TO DO →
Exact reproduction of the data is required, with images excluded.

SUPPLIED DATA →
+++

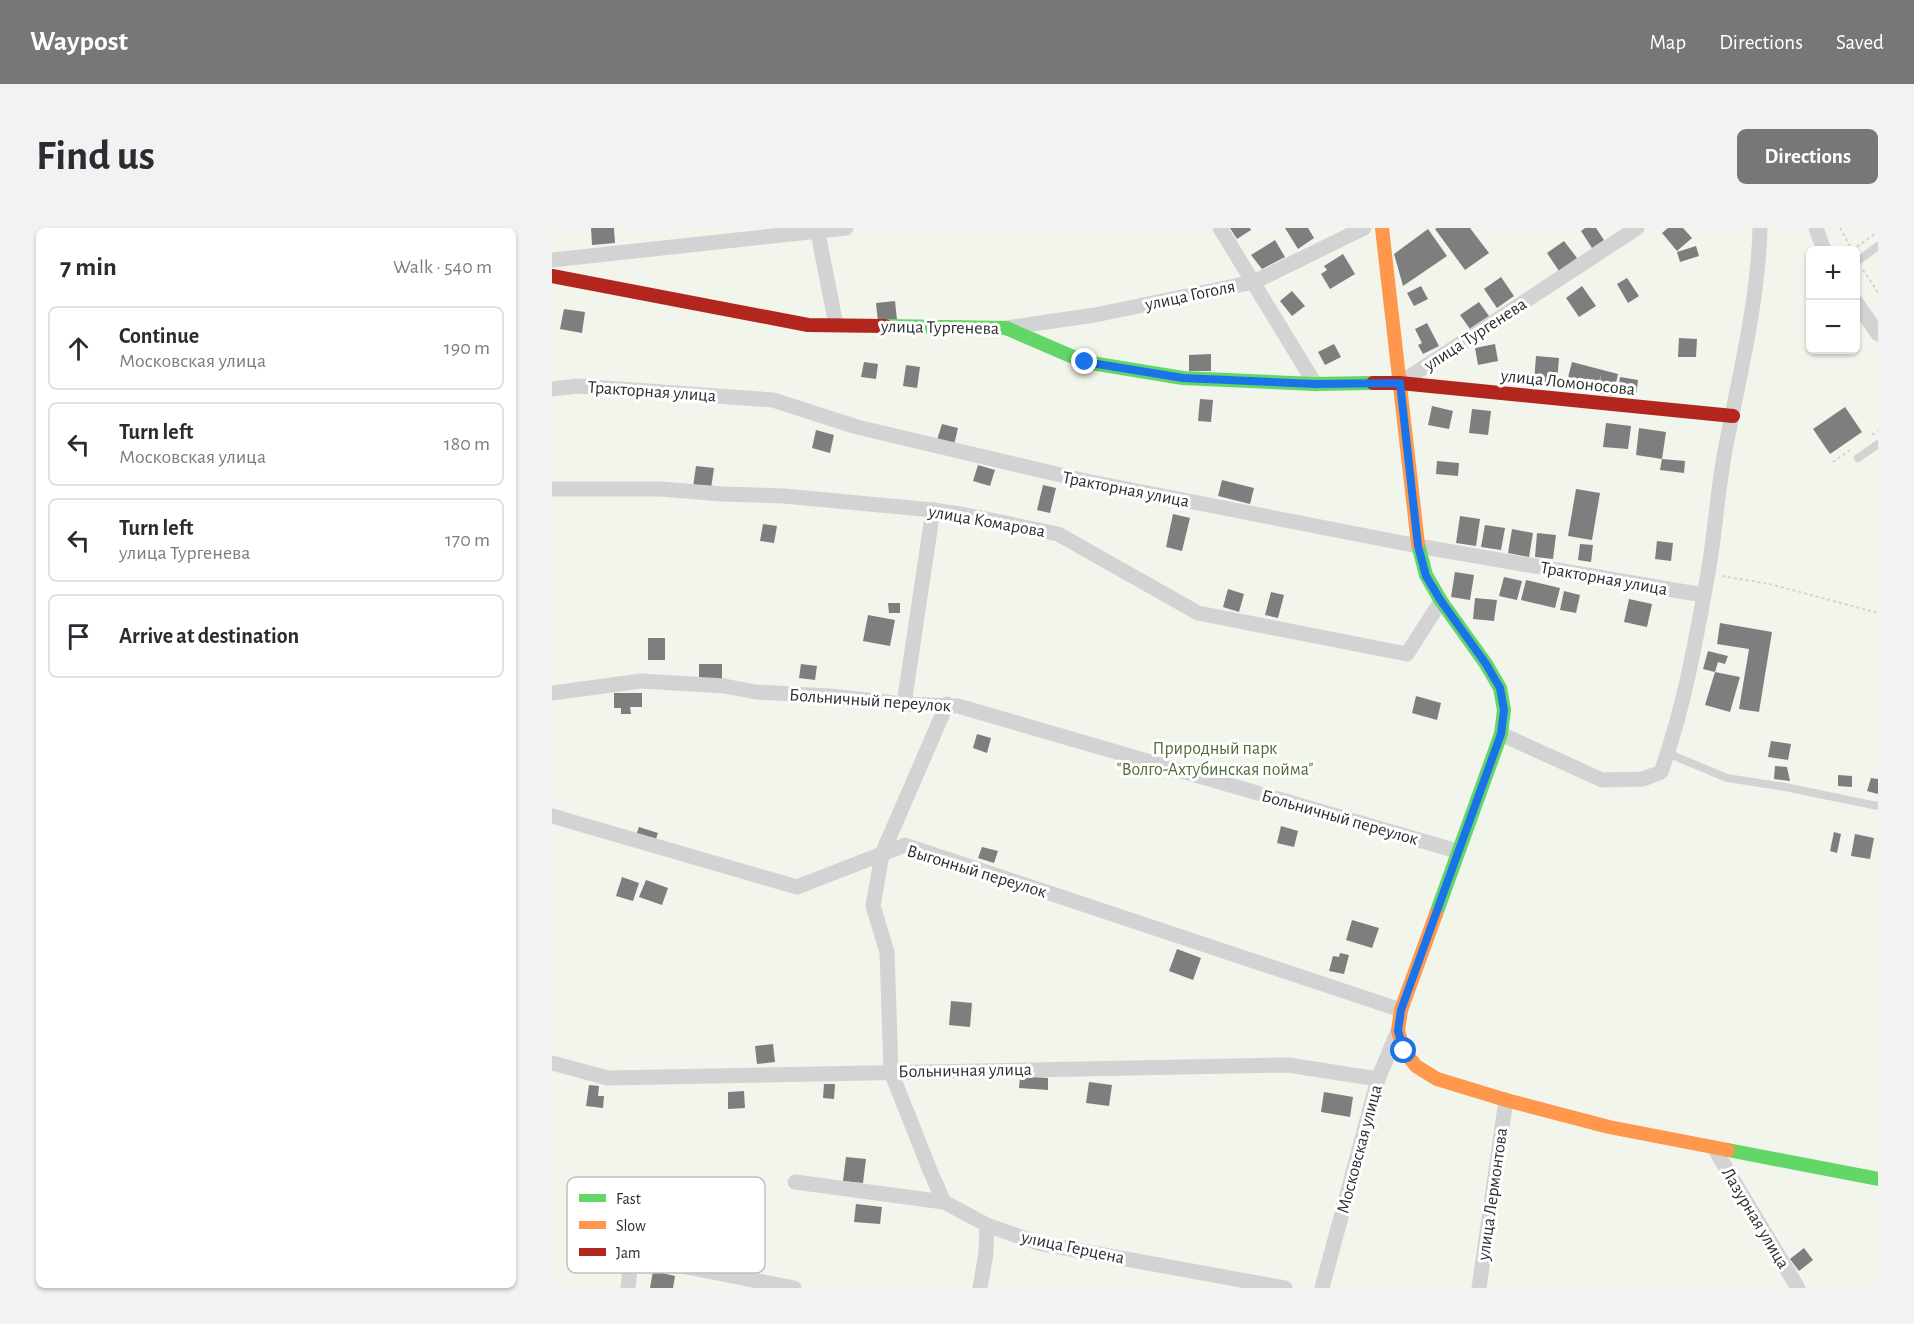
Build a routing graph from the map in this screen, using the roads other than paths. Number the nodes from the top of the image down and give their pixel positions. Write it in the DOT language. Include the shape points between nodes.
graph roads {
  1 [pos="846,228"];
  2 [pos="1220,228"];
  3 [pos="1364,228"];
  4 [pos="1382,228"];
  5 [pos="1637,228"];
  6 [pos="1760,228"];
  7 [pos="1816,228"];
  8 [pos="818,230"];
  9 [pos="1823,246"];
  10 [pos="1878,246"];
  11 [pos="1860,259"];
  12 [pos="552,260"];
  13 [pos="552,276"];
  14 [pos="1254,282"];
  15 [pos="1860,308"];
  16 [pos="836,325"];
  17 [pos="1006,328"];
  18 [pos="1878,334"];
  19 [pos="1400,383"];
  20 [pos="1315,384"];
  21 [pos="552,389"];
  22 [pos="1733,417"];
  23 [pos="1878,444"];
  24 [pos="1858,458"];
  25 [pos="552,489"];
  26 [pos="933,510"];
  27 [pos="1418,546"];
  28 [pos="1703,595"];
  29 [pos="1441,601"];
  30 [pos="552,693"];
  31 [pos="904,704"];
  32 [pos="946,704"];
  33 [pos="1501,734"];
  34 [pos="1667,753"];
  35 [pos="1878,806"];
  36 [pos="552,816"];
  37 [pos="1457,851"];
  38 [pos="882,854"];
  39 [pos="1401,1010"];
  40 [pos="1398,1031"];
  41 [pos="552,1063"];
  42 [pos="891,1072"];
  43 [pos="1378,1079"];
  44 [pos="1506,1100"];
  45 [pos="1714,1148"];
  46 [pos="1878,1179"];
  47 [pos="795,1182"];
  48 [pos="944,1202"];
  49 [pos="987,1225"];
  50 [pos="629,1273"];
  51 [pos="718,1273"];
  52 [pos="628,1288"];
  53 [pos="794,1288"];
  54 [pos="980,1288"];
  55 [pos="1285,1288"];
  56 [pos="1322,1288"];
  57 [pos="1479,1288"];
  58 [pos="1798,1288"];
  1 -- 8 [label="street"];
  2 -- 14 [label="street"];
  3 -- 14 [label="street, улица Гоголя"];
  4 -- 19 [label="street, Московская улица"];
  5 -- 19 [label="street, улица Тургенева"];
  6 -- 22 [label="street" via="1755,298"];
  7 -- 9 [label="street"];
  8 -- 12 [label="street"];
  8 -- 16 [label="street"];
  10 -- 11 [label="lane"];
  13 -- 16 [label="street, улица Тургенева" via="808,325"];
  14 -- 17 [label="street, улица Гоголя" via="1095,315"];
  14 -- 20 [label="street"];
  15 -- 18 [label="street"];
  16 -- 17 [label="street, улица Тургенева"];
  17 -- 20 [label="street, улица Тургенева" via="1085,362 1183,378"];
  19 -- 20 [label="street, улица Тургенева"];
  19 -- 22 [label="street, улица Ломоносова"];
  19 -- 27 [label="street, Московская улица"];
  21 -- 27 [label="street, Тракторная улица" via="577,386 773,400 857,428 1086,481"];
  22 -- 28 [label="street"];
  23 -- 24 [label="lane"];
  25 -- 26 [label="street, улица Комарова" via="661,489"];
  26 -- 29 [label="street, улица Комарова" via="1058,534 1198,613 1407,654"];
  26 -- 31 [label="street"];
  27 -- 28 [label="street, Тракторная улица"];
  27 -- 29 [label="street, Московская улица" via="1426,576"];
  28 -- 34 [label="street" via="1689,672"];
  29 -- 33 [label="street, Московская улица" via="1500,688 1504,710"];
  30 -- 31 [label="street, Больничный переулок" via="641,681"];
  31 -- 32 [label="street, Больничный переулок"];
  32 -- 37 [label="street, Больничный переулок"];
  32 -- 38 [label="street"];
  33 -- 34 [label="street" via="1602,780 1643,779 1661,772"];
  33 -- 37 [label="street, Московская улица"];
  34 -- 35 [label="lane" via="1726,778"];
  36 -- 38 [label="street, Выгонный переулок" via="797,887"];
  37 -- 39 [label="street, Московская улица"];
  38 -- 39 [label="street, Выгонный переулок" via="905,845"];
  38 -- 42 [label="street" via="873,906 887,952"];
  39 -- 40 [label="street, Московская улица"];
  40 -- 43 [label="street, Московская улица"];
  40 -- 44 [label="street" via="1404,1051 1416,1066 1437,1078"];
  41 -- 42 [label="street, Больничная улица" via="608,1078"];
  42 -- 43 [label="street, Больничная улица" via="1288,1065"];
  42 -- 48 [label="street"];
  43 -- 56 [label="street, Московская улица"];
  44 -- 45 [label="street"];
  44 -- 57 [label="street, улица Лермонтова"];
  45 -- 46 [label="street"];
  45 -- 58 [label="street, Лазурная улица"];
  47 -- 48 [label="street, улица Герцена"];
  48 -- 49 [label="street, улица Герцена"];
  49 -- 54 [label="street"];
  49 -- 55 [label="street, улица Герцена" via="1038,1243"];
  50 -- 52 [label="street"];
  51 -- 53 [label="street"];
}
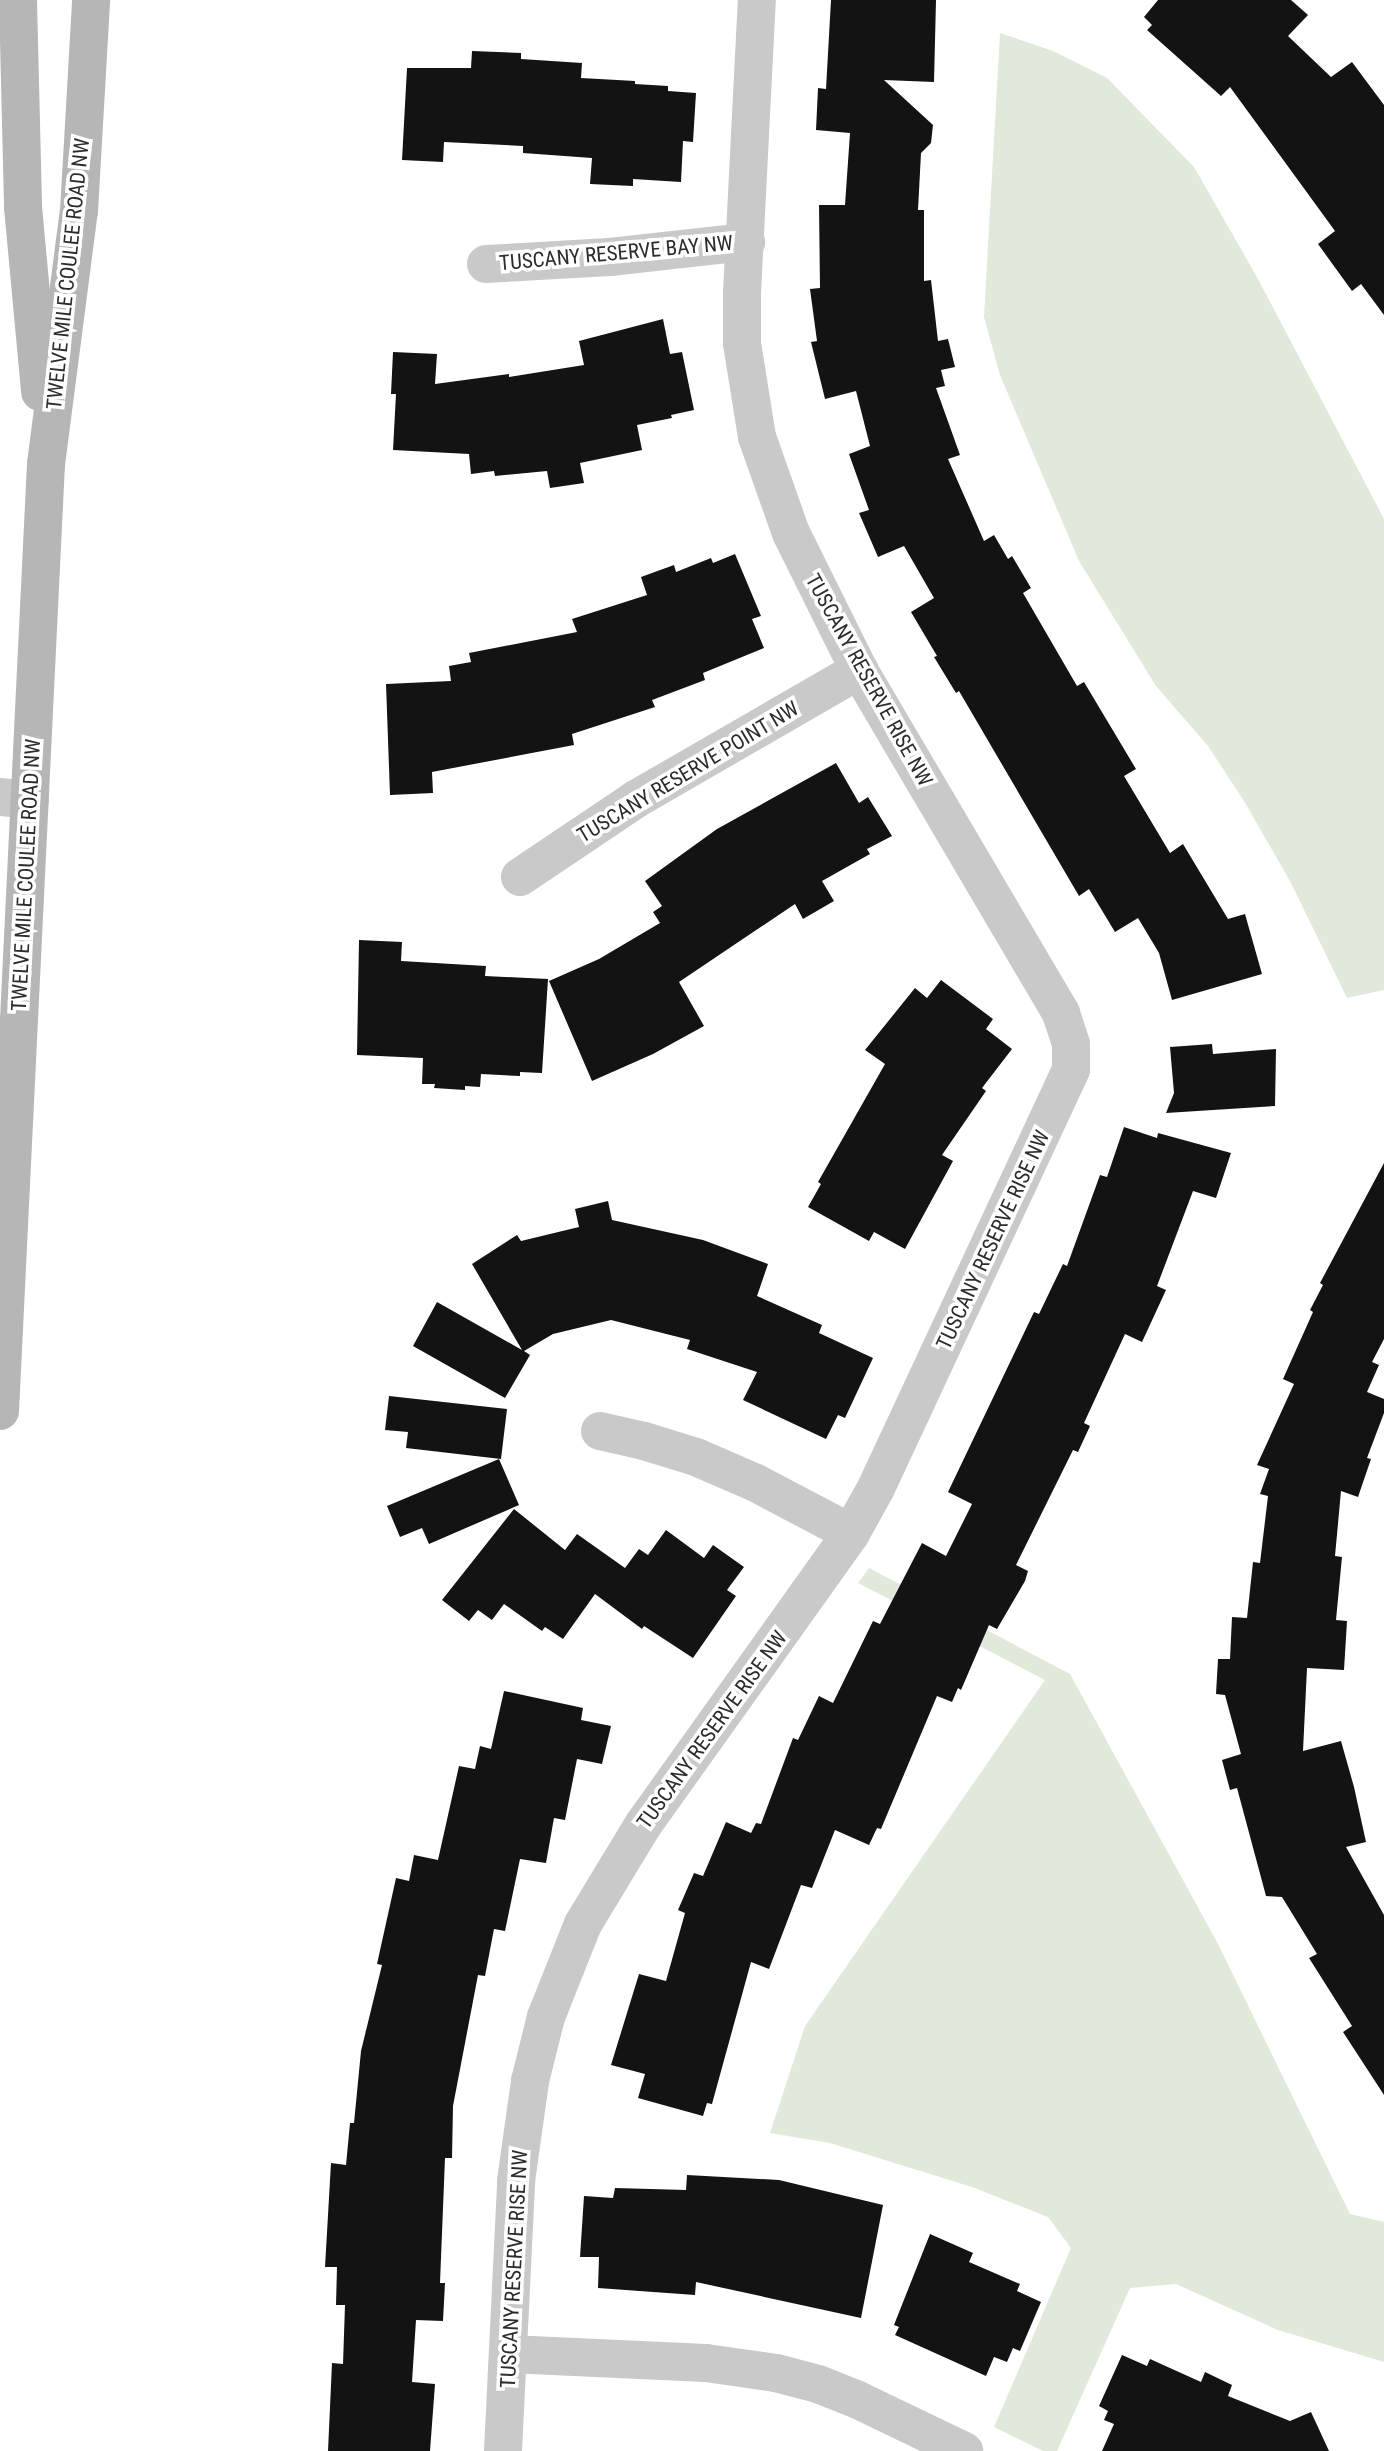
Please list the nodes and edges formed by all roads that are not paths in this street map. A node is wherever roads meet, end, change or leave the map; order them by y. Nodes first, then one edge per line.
1 (18, 0) edge
2 (757, 0) edge
3 (93, 10) edge
4 (746, 242) junction
5 (486, 264) dead end
6 (46, 464) junction
7 (859, 670) junction
8 (15, 798) edge
9 (520, 877) dead end
10 (0, 1412) edge
11 (600, 1431) dead end
12 (850, 1533) junction
13 (509, 2354) junction
14 (503, 2451) edge
15 (964, 2451) edge

1 - 6 street, TWELVE MILE COULEE ROAD NW
2 - 4 street, TUSCANY RESERVE RISE NW
3 - 6 street, TWELVE MILE COULEE ROAD NW
4 - 5 street, TUSCANY RESERVE BAY NW
4 - 7 street, TUSCANY RESERVE RISE NW
6 - 8 street, TWELVE MILE COULEE ROAD NW
7 - 9 street, TUSCANY RESERVE POINT NW
7 - 12 street, TUSCANY RESERVE RISE NW
8 - 10 street, TWELVE MILE COULEE ROAD NW
11 - 12 street
12 - 13 street, TUSCANY RESERVE RISE NW
13 - 14 street, TUSCANY RESERVE RISE NW
13 - 15 street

+++

EXERCISE OUTPUT →
Build a routing graph from the map in this screen, using the roads other than paths. Number the nodes from the top of the image down and give their pixel positions. Write it in the DOT language. Include the shape points between nodes.
graph roads {
  1 [pos="846,228"];
  2 [pos="1220,228"];
  3 [pos="1364,228"];
  4 [pos="1382,228"];
  5 [pos="1637,228"];
  6 [pos="1760,228"];
  7 [pos="1816,228"];
  8 [pos="818,230"];
  9 [pos="1823,246"];
  10 [pos="1878,246"];
  11 [pos="1860,259"];
  12 [pos="552,260"];
  13 [pos="552,276"];
  14 [pos="1254,282"];
  15 [pos="1860,308"];
  16 [pos="836,325"];
  17 [pos="1006,328"];
  18 [pos="1878,334"];
  19 [pos="1400,383"];
  20 [pos="1315,384"];
  21 [pos="552,389"];
  22 [pos="1733,417"];
  23 [pos="1878,444"];
  24 [pos="1858,458"];
  25 [pos="552,489"];
  26 [pos="933,510"];
  27 [pos="1418,546"];
  28 [pos="1703,595"];
  29 [pos="1441,601"];
  30 [pos="552,693"];
  31 [pos="904,704"];
  32 [pos="946,704"];
  33 [pos="1501,734"];
  34 [pos="1667,753"];
  35 [pos="1878,806"];
  36 [pos="552,816"];
  37 [pos="1457,851"];
  38 [pos="882,854"];
  39 [pos="1401,1010"];
  40 [pos="1398,1031"];
  41 [pos="552,1063"];
  42 [pos="891,1072"];
  43 [pos="1378,1079"];
  44 [pos="1506,1100"];
  45 [pos="1714,1148"];
  46 [pos="1878,1179"];
  47 [pos="795,1182"];
  48 [pos="944,1202"];
  49 [pos="987,1225"];
  50 [pos="629,1273"];
  51 [pos="718,1273"];
  52 [pos="628,1288"];
  53 [pos="794,1288"];
  54 [pos="980,1288"];
  55 [pos="1285,1288"];
  56 [pos="1322,1288"];
  57 [pos="1479,1288"];
  58 [pos="1798,1288"];
  1 -- 8 [label="street"];
  2 -- 14 [label="street"];
  3 -- 14 [label="street, улица Гоголя"];
  4 -- 19 [label="street, Московская улица"];
  5 -- 19 [label="street, улица Тургенева"];
  6 -- 22 [label="street" via="1755,298"];
  7 -- 9 [label="street"];
  8 -- 12 [label="street"];
  8 -- 16 [label="street"];
  10 -- 11 [label="lane"];
  13 -- 16 [label="street, улица Тургенева" via="808,325"];
  14 -- 17 [label="street, улица Гоголя" via="1095,315"];
  14 -- 20 [label="street"];
  15 -- 18 [label="street"];
  16 -- 17 [label="street, улица Тургенева"];
  17 -- 20 [label="street, улица Тургенева" via="1085,362 1183,378"];
  19 -- 20 [label="street, улица Тургенева"];
  19 -- 22 [label="street, улица Ломоносова"];
  19 -- 27 [label="street, Московская улица"];
  21 -- 27 [label="street, Тракторная улица" via="577,386 773,400 857,428 1086,481"];
  22 -- 28 [label="street"];
  23 -- 24 [label="lane"];
  25 -- 26 [label="street, улица Комарова" via="661,489"];
  26 -- 29 [label="street, улица Комарова" via="1058,534 1198,613 1407,654"];
  26 -- 31 [label="street"];
  27 -- 28 [label="street, Тракторная улица"];
  27 -- 29 [label="street, Московская улица" via="1426,576"];
  28 -- 34 [label="street" via="1689,672"];
  29 -- 33 [label="street, Московская улица" via="1500,688 1504,710"];
  30 -- 31 [label="street, Больничный переулок" via="641,681"];
  31 -- 32 [label="street, Больничный переулок"];
  32 -- 37 [label="street, Больничный переулок"];
  32 -- 38 [label="street"];
  33 -- 34 [label="street" via="1602,780 1643,779 1661,772"];
  33 -- 37 [label="street, Московская улица"];
  34 -- 35 [label="lane" via="1726,778"];
  36 -- 38 [label="street, Выгонный переулок" via="797,887"];
  37 -- 39 [label="street, Московская улица"];
  38 -- 39 [label="street, Выгонный переулок" via="905,845"];
  38 -- 42 [label="street" via="873,906 887,952"];
  39 -- 40 [label="street, Московская улица"];
  40 -- 43 [label="street, Московская улица"];
  40 -- 44 [label="street" via="1404,1051 1416,1066 1437,1078"];
  41 -- 42 [label="street, Больничная улица" via="608,1078"];
  42 -- 43 [label="street, Больничная улица" via="1288,1065"];
  42 -- 48 [label="street"];
  43 -- 56 [label="street, Московская улица"];
  44 -- 45 [label="street"];
  44 -- 57 [label="street, улица Лермонтова"];
  45 -- 46 [label="street"];
  45 -- 58 [label="street, Лазурная улица"];
  47 -- 48 [label="street, улица Герцена"];
  48 -- 49 [label="street, улица Герцена"];
  49 -- 54 [label="street"];
  49 -- 55 [label="street, улица Герцена" via="1038,1243"];
  50 -- 52 [label="street"];
  51 -- 53 [label="street"];
}
Please list the nodes and edges formed by all roads that are not paths in this street map. A node is wherever roads meet, end, change or leave the map; order them by y. Nodes first, then one edge per line.
1 (18, 0) edge
2 (757, 0) edge
3 (93, 10) edge
4 (746, 242) junction
5 (486, 264) dead end
6 (46, 464) junction
7 (859, 670) junction
8 (15, 798) edge
9 (520, 877) dead end
10 (0, 1412) edge
11 (600, 1431) dead end
12 (850, 1533) junction
13 (509, 2354) junction
14 (503, 2451) edge
15 (964, 2451) edge

1 - 6 street, TWELVE MILE COULEE ROAD NW
2 - 4 street, TUSCANY RESERVE RISE NW
3 - 6 street, TWELVE MILE COULEE ROAD NW
4 - 5 street, TUSCANY RESERVE BAY NW
4 - 7 street, TUSCANY RESERVE RISE NW
6 - 8 street, TWELVE MILE COULEE ROAD NW
7 - 9 street, TUSCANY RESERVE POINT NW
7 - 12 street, TUSCANY RESERVE RISE NW
8 - 10 street, TWELVE MILE COULEE ROAD NW
11 - 12 street
12 - 13 street, TUSCANY RESERVE RISE NW
13 - 14 street, TUSCANY RESERVE RISE NW
13 - 15 street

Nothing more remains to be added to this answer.